What you are asked to do:
Copy out each line of the data below in which the string "nodes" appears.

##### The input

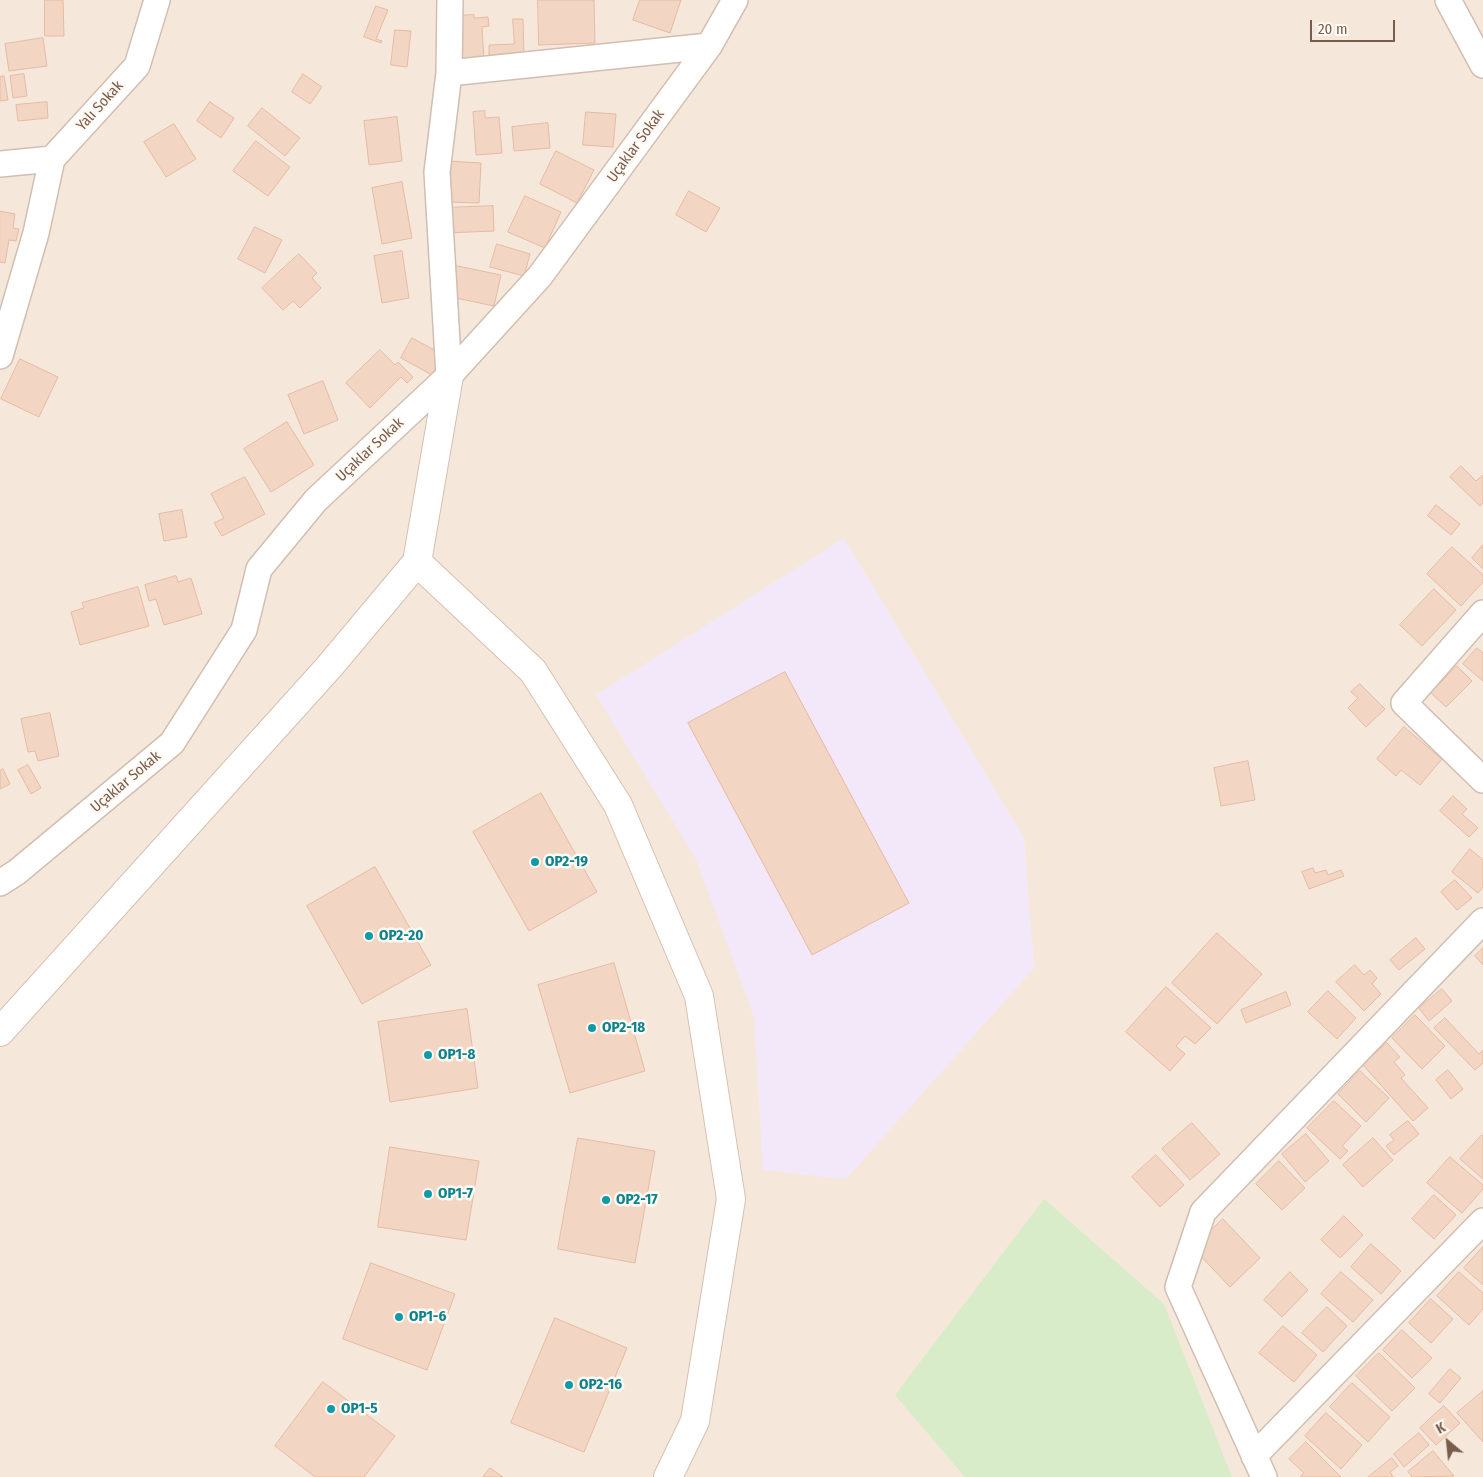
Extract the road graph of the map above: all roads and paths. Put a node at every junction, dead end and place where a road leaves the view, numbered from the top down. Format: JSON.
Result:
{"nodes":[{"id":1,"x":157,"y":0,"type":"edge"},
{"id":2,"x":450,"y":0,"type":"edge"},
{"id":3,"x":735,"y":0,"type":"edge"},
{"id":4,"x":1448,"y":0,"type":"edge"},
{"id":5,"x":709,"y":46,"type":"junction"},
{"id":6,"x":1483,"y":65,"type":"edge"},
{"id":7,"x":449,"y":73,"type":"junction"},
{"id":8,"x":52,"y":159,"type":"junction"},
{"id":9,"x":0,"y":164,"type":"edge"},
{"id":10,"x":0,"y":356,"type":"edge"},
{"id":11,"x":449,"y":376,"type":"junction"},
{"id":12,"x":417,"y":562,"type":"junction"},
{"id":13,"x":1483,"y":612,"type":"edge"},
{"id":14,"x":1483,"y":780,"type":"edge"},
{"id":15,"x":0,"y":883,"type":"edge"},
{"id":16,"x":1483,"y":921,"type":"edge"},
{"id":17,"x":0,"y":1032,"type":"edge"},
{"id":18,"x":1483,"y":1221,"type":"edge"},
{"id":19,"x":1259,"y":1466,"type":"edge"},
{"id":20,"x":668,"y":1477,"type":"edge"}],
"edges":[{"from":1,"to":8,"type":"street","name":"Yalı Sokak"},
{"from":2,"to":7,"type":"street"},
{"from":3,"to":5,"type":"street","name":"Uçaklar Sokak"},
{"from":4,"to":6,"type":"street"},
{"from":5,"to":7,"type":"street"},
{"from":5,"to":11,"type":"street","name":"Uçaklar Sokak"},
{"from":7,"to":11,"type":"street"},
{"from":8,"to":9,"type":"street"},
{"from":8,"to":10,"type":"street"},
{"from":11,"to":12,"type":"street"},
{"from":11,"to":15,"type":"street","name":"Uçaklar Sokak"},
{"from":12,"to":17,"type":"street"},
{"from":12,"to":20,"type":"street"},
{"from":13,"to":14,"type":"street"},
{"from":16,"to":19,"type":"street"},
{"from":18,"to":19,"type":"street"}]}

##########
##### The input

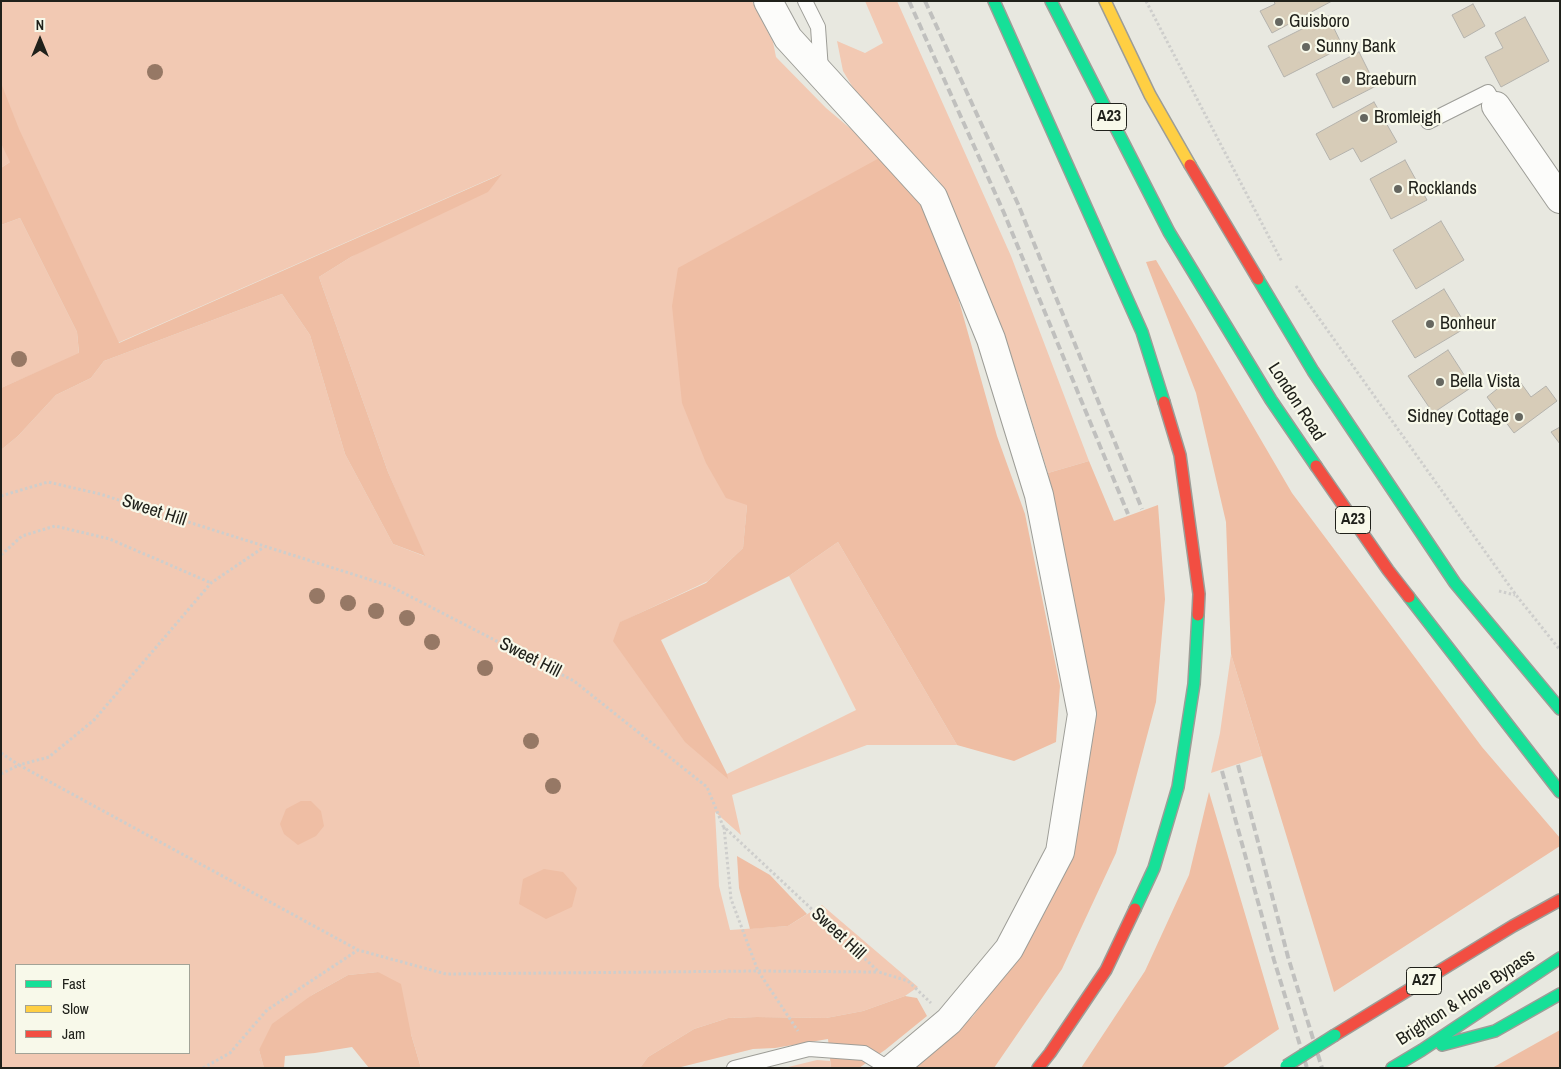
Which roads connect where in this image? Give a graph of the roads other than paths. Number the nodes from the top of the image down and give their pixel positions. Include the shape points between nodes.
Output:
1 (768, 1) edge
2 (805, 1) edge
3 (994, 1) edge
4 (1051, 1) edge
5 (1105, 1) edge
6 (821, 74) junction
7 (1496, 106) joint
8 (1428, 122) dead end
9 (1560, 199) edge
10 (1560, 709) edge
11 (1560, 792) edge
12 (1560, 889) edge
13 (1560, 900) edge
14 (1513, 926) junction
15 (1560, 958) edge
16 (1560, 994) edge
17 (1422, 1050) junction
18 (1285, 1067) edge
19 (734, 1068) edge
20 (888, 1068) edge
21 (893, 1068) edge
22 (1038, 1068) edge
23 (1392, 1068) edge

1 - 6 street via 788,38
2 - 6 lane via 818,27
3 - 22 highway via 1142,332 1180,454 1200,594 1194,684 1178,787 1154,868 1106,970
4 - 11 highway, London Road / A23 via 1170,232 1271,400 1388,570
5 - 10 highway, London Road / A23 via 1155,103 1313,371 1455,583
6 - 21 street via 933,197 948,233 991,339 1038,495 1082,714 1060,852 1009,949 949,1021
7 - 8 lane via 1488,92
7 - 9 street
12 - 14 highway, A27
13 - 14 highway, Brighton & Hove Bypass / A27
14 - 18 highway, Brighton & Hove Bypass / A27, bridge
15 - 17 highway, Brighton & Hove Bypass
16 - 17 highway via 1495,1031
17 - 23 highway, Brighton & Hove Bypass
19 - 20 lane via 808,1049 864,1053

##########

Final answer:
{"nodes":[{"id":1,"x":157,"y":0,"type":"edge"},
Which roads connect where in this image? Give a graph of the roads other than paths. Number the nodes from the top of the image down and give their pixel positions. Include the shape points between nodes.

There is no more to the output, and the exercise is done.